▸ The records:

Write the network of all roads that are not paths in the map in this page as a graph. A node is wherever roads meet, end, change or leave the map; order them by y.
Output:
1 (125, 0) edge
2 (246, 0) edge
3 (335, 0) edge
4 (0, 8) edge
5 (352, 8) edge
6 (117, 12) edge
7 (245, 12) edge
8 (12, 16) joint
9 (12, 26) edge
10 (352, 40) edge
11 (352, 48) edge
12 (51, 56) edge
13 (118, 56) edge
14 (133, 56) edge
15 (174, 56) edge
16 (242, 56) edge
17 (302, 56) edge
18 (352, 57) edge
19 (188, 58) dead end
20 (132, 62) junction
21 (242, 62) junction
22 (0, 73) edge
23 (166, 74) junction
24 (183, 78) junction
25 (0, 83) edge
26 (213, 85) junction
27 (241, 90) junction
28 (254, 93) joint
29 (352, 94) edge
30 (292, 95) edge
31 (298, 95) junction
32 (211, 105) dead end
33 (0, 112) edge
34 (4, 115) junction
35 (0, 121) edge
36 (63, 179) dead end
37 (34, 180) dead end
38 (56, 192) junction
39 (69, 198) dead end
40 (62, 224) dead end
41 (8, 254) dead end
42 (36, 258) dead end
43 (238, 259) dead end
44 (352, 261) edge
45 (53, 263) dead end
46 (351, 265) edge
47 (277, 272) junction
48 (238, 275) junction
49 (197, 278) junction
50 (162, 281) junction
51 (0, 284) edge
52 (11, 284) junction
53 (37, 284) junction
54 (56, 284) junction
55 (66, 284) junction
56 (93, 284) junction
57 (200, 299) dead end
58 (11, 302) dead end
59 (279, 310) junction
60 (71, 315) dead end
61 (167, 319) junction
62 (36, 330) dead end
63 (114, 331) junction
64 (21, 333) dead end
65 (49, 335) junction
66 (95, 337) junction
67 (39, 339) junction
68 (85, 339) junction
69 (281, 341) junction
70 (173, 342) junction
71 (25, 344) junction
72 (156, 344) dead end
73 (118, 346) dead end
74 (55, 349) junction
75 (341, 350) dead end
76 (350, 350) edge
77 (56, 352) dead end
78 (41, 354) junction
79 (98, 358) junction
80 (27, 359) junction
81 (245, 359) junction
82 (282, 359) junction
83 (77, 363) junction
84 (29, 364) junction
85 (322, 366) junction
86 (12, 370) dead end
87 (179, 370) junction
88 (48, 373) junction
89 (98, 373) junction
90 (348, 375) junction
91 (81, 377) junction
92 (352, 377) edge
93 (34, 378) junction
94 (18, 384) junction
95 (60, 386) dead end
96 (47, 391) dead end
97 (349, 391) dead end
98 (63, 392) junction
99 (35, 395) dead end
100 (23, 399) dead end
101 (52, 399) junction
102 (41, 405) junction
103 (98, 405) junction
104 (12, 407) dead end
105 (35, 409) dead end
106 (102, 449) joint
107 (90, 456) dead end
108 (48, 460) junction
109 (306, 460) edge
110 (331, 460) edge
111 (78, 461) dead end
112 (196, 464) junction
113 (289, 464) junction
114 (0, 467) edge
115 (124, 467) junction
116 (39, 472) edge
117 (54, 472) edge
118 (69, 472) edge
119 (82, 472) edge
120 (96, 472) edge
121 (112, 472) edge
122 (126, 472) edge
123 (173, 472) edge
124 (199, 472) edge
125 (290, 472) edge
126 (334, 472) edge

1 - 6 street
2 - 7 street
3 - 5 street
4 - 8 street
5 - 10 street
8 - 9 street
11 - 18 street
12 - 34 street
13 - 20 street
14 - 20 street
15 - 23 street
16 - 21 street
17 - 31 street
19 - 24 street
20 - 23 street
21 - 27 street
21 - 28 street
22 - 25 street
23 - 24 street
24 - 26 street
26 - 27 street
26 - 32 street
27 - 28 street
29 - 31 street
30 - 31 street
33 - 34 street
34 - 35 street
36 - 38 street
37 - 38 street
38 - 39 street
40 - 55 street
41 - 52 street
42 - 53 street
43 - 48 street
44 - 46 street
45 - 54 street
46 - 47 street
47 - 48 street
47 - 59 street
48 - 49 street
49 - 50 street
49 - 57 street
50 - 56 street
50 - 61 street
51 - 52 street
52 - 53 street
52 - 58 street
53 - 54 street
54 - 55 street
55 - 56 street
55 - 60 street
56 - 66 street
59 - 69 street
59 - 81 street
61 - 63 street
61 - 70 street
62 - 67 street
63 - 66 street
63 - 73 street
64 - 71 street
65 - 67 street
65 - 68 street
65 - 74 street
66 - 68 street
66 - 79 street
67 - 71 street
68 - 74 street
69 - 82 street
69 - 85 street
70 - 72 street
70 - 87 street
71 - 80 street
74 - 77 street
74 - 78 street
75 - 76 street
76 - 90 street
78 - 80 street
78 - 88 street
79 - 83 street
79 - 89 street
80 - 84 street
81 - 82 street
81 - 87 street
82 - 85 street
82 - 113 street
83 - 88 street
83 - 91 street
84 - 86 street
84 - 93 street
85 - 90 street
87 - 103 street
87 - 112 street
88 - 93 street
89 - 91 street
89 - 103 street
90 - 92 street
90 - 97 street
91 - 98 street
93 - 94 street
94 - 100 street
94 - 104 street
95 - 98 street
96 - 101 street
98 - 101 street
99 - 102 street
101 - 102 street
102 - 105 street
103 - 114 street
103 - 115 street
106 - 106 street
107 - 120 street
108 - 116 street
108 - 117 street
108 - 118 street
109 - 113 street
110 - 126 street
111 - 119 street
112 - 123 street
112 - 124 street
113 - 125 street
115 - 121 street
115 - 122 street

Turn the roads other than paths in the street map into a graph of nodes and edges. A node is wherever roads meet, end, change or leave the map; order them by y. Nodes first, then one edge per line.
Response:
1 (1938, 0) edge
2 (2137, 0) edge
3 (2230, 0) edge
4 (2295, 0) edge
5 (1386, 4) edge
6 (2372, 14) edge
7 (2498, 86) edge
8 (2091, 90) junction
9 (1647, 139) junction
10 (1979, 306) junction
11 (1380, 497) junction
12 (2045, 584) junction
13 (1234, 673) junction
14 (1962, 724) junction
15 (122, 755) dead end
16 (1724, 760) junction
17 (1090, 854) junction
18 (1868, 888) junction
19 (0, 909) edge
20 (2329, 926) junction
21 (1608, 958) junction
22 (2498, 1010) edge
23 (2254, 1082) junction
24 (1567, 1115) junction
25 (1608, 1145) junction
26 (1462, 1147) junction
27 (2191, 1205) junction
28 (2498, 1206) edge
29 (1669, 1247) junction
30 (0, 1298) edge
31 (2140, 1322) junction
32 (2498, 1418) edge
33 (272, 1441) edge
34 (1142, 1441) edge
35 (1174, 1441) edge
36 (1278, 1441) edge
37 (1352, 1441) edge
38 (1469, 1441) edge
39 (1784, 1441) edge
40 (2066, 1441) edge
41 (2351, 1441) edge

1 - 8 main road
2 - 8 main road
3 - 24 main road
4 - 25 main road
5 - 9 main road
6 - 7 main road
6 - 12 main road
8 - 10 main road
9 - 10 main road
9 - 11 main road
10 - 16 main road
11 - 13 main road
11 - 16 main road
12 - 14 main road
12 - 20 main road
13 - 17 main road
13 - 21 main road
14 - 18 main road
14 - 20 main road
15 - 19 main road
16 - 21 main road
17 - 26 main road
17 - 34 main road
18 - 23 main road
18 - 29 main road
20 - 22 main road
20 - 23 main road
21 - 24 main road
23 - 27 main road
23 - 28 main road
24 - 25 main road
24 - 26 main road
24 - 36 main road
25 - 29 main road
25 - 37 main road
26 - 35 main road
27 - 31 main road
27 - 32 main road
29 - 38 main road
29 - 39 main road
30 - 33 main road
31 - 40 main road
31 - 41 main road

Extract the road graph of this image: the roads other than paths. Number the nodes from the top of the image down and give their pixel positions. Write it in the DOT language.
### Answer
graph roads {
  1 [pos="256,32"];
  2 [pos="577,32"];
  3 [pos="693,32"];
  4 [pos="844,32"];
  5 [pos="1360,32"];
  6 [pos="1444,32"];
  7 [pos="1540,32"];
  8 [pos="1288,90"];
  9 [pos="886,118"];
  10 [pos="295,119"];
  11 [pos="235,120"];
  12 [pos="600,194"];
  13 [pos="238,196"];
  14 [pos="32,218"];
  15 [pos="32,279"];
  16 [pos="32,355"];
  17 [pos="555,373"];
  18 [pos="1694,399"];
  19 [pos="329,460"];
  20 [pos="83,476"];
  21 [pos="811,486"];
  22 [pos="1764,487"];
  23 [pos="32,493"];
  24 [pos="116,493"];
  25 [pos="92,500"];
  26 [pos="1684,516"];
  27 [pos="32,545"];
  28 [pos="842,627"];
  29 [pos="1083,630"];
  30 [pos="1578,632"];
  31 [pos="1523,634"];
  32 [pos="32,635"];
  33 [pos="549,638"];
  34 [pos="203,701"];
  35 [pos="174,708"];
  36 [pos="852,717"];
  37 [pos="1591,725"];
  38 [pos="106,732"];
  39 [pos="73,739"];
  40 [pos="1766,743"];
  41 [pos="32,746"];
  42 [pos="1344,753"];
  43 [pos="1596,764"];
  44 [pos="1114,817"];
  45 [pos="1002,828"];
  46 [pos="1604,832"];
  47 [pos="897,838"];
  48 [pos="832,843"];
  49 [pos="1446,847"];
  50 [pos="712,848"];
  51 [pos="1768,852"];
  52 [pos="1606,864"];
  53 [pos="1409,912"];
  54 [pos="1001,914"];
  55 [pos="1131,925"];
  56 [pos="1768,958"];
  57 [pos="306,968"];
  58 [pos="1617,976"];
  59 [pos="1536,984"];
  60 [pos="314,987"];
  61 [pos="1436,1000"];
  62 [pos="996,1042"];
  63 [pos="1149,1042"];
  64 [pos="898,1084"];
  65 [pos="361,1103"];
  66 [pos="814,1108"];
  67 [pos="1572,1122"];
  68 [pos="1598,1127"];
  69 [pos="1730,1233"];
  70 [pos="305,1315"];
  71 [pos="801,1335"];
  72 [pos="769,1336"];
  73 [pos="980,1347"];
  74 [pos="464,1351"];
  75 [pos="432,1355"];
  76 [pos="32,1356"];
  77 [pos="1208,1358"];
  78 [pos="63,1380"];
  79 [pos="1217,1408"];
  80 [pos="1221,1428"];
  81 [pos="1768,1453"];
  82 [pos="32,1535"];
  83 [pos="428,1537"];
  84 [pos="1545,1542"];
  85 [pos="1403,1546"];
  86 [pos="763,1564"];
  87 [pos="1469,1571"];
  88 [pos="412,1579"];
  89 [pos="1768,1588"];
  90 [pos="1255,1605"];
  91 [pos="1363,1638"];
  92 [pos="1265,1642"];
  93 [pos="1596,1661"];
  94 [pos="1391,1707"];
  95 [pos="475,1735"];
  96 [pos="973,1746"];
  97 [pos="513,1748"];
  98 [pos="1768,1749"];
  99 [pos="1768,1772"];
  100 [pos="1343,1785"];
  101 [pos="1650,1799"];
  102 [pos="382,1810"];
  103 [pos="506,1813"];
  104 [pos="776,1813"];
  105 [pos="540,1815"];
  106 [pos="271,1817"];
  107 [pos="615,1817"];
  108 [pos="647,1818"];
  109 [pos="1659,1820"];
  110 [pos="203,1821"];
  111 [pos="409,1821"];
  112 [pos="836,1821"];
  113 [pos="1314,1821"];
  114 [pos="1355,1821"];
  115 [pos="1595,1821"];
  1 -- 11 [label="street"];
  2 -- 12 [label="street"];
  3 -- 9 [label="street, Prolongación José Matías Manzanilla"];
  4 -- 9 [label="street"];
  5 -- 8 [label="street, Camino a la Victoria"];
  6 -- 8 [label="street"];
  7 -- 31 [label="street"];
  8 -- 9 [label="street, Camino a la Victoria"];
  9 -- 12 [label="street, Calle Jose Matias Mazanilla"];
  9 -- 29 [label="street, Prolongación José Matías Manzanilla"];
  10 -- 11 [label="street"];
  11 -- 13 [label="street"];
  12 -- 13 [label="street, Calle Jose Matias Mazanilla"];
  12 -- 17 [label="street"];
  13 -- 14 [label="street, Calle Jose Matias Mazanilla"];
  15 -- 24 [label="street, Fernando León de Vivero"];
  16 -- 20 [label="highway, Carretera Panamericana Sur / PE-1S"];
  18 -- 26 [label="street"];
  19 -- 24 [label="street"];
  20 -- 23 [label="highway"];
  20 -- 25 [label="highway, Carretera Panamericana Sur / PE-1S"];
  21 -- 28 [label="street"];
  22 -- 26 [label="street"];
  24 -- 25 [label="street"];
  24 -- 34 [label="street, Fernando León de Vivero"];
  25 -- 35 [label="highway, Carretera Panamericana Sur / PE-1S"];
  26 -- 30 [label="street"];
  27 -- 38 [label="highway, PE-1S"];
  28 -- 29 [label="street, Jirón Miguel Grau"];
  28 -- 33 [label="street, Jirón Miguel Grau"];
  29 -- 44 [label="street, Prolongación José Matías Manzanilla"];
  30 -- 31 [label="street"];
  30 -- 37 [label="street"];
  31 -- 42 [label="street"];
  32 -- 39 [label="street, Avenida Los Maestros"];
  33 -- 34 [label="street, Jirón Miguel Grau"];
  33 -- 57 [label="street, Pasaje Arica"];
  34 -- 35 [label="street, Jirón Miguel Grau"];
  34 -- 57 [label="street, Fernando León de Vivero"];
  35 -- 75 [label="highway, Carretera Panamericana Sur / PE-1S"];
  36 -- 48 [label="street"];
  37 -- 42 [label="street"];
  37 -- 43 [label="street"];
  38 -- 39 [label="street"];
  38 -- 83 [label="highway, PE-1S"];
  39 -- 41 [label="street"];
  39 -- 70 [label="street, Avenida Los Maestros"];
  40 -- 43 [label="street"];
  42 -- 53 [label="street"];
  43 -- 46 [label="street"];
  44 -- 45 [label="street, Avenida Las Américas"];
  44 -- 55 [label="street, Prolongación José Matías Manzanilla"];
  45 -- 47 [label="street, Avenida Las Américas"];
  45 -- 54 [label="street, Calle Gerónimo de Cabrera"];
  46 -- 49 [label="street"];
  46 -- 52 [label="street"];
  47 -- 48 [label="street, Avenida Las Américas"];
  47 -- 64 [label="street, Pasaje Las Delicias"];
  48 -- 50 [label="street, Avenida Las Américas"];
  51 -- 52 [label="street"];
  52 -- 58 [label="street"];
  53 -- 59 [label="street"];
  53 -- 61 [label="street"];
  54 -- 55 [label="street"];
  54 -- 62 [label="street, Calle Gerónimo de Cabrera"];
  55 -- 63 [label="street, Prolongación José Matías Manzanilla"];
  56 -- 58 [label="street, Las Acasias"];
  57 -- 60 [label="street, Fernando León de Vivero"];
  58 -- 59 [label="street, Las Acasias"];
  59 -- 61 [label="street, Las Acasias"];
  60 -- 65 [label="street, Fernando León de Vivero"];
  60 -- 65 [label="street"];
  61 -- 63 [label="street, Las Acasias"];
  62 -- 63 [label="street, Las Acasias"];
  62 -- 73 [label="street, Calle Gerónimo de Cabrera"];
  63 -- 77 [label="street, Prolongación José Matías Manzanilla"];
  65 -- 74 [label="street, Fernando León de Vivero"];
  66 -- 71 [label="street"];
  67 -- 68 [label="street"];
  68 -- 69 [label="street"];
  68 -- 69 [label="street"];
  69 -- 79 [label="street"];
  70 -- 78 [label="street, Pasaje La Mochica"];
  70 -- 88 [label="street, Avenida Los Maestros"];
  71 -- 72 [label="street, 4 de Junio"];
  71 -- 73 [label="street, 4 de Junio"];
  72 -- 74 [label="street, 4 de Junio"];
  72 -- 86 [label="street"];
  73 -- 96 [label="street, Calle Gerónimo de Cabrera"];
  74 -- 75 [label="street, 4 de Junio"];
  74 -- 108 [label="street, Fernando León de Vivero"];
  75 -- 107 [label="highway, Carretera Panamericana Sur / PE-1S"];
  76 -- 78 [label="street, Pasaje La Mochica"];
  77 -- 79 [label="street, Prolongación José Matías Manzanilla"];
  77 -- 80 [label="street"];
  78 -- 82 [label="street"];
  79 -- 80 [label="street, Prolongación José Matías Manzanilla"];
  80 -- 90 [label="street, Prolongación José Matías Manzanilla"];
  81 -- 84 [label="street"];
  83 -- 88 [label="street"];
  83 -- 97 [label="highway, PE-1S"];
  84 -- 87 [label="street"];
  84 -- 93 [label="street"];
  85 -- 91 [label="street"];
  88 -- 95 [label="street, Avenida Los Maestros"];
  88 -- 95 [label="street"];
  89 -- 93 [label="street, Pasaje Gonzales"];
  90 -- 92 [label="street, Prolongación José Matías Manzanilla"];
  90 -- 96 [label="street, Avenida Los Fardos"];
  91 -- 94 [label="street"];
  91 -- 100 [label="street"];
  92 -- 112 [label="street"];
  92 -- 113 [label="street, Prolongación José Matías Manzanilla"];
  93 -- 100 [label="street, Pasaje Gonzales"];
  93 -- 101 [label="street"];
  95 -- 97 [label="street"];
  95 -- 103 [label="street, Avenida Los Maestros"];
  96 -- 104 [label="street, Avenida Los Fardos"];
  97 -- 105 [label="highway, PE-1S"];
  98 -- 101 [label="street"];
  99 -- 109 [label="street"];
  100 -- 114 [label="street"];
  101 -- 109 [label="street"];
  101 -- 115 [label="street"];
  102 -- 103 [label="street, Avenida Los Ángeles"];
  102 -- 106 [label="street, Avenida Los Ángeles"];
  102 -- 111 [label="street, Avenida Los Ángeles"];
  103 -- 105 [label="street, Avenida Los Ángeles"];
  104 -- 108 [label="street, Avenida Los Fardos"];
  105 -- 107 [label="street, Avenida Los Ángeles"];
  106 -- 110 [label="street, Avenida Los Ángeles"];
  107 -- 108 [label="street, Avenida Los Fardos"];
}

▸ The problem: Where a line of the records includes "than", copy it.

▸ Task solution:
Turn the roads other than paths in the street map into a graph of nodes and edges. A node is wherever roads meet, end, change or leave the map; order them by y. Nodes first, then one edge per line.
Extract the road graph of this image: the roads other than paths. Number the nodes from the top of the image down and give their pixel positions. Write it in the DOT language.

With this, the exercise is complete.